Intel® Fortran Compiler
Build applications that can scale for the future with optimized code designed for Intel® Xeon® and compatible processors.

Implicit shaped declarations

Andrew_
Beginner
759 Views

Hello!

I have a question. The optimization manual

(https://www.umr-cnrm.fr/gmapdoc/IMG/pdf/general_fortran_optimization_guide_manual.pdf)

says the following (page 8):

Let us now reconsider the same kind of loop where the arrays are dummy arguments :


REAL, INTENT(OUT) :: A(N)
REAL, INTENT(IN) :: B(N)
REAL, INTENT(IN) :: C(N)
DO J=1,N
A(J)=B(J)*C(J)
ENDDO


That loop has a good spacial locality because the explicit dimensionning of the dummy arrays instructs the compiler that the data in each array are contiguous in memory.
However the Fortran language offer the possibility to write the same code with implicit declarations, which can make the code more robust against bugs :


REAL, INTENT(OUT) :: A(:)
REAL, INTENT(IN) :: B(:)
REAL, INTENT(IN) :: C(:)
A(:)=B(:)*C(:)


Unfortunately that implicit shaped declarations also instruct the compiler that these dummy arrays are not necessarily contiguous in memory.

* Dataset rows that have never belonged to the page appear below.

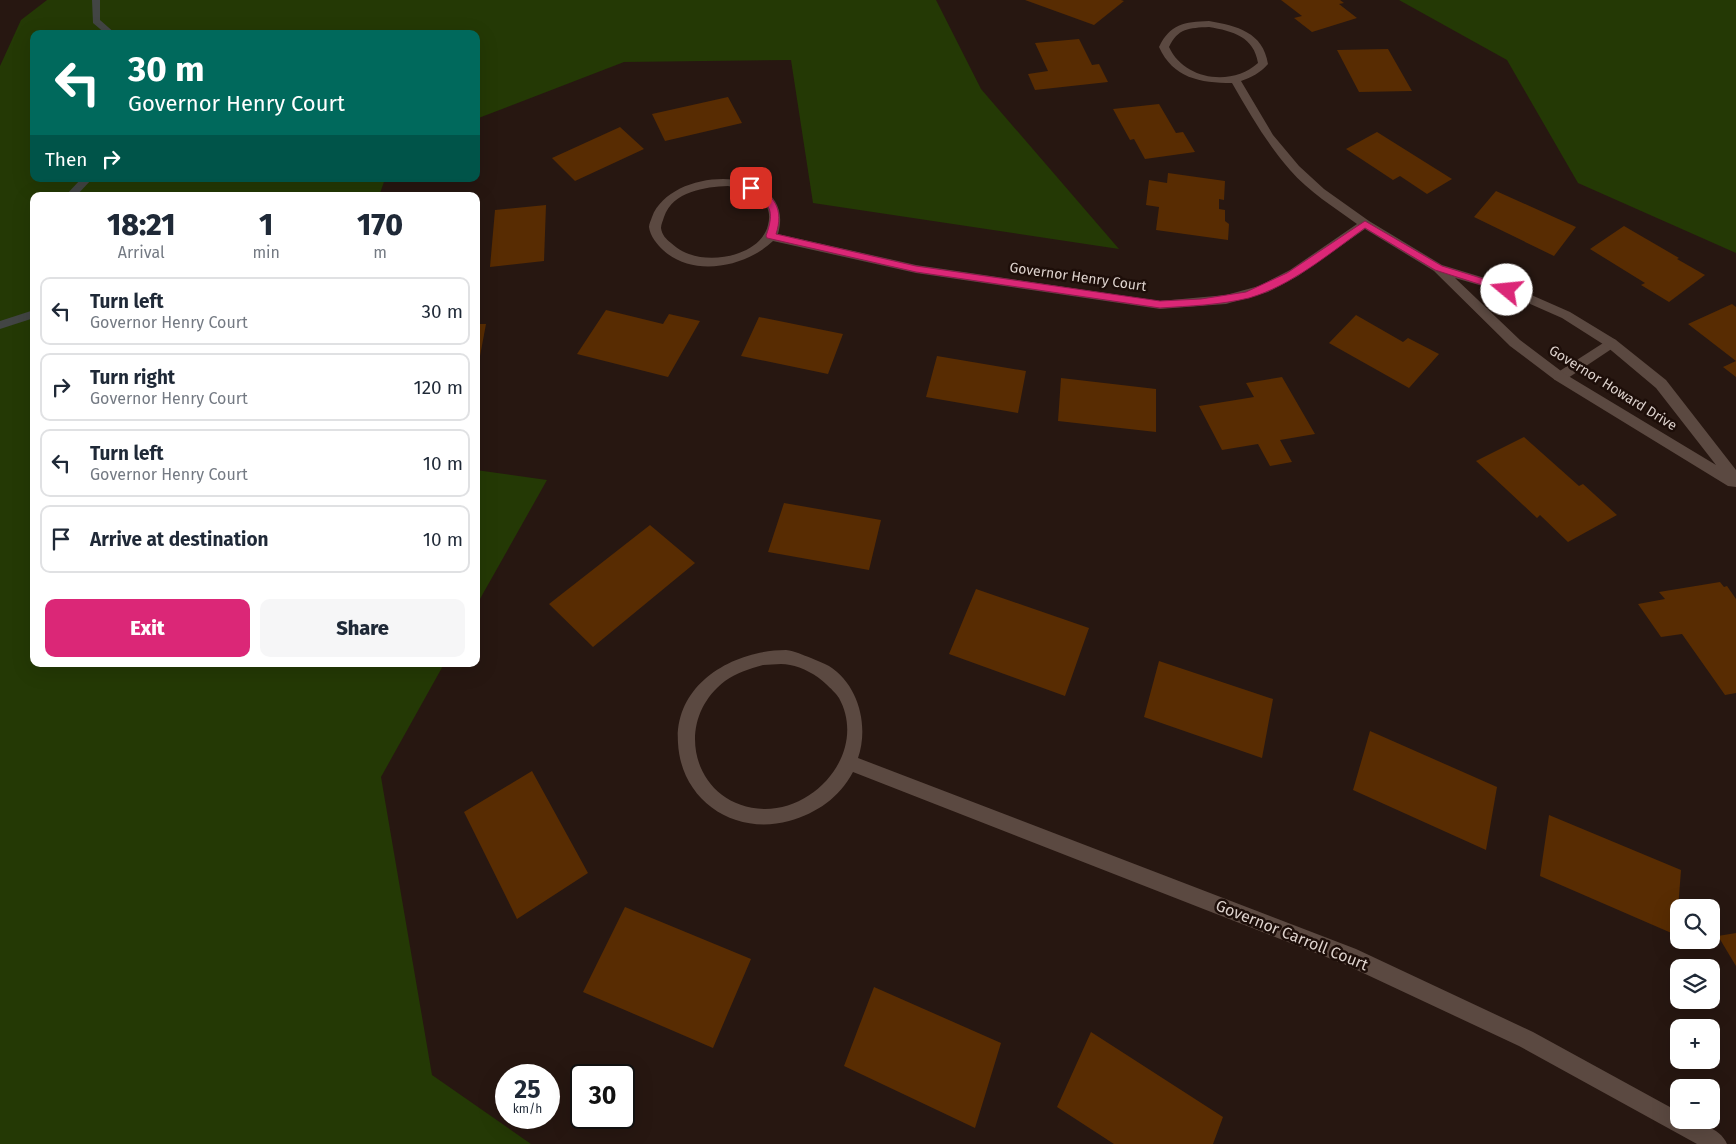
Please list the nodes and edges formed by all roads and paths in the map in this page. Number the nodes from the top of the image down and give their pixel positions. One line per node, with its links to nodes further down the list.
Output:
1 (1235, 80): 1 (street); 2 (street, Governor Howard Drive)
2 (1365, 224): 3 (street, Governor Henry Court); 4 (street, Governor Howard Drive)
3 (771, 236): 3 (street)
4 (1438, 268): 5 (street, Governor Howard Drive); 6 (street, Governor Howard Drive)
5 (1611, 343): 6 (street); 7 (street, Governor Howard Drive)
6 (1560, 377): 7 (street, Governor Howard Drive)
7 (1736, 482)
8 (850, 763): 8 (street); 9 (street, Governor Carroll Court)
9 (1717, 1144)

The spacial locality of data being unknown to the compiler optimizer, it may prefer to disable any data prefetching rather to risk cache misses. Consequently that loop will run slower than the former one.

!!!!!Therefore, Implicit shaped declarations should not be used!!!!!!

---------------------------------------------------------------------------

Can you tell me if that last recommendation is correct?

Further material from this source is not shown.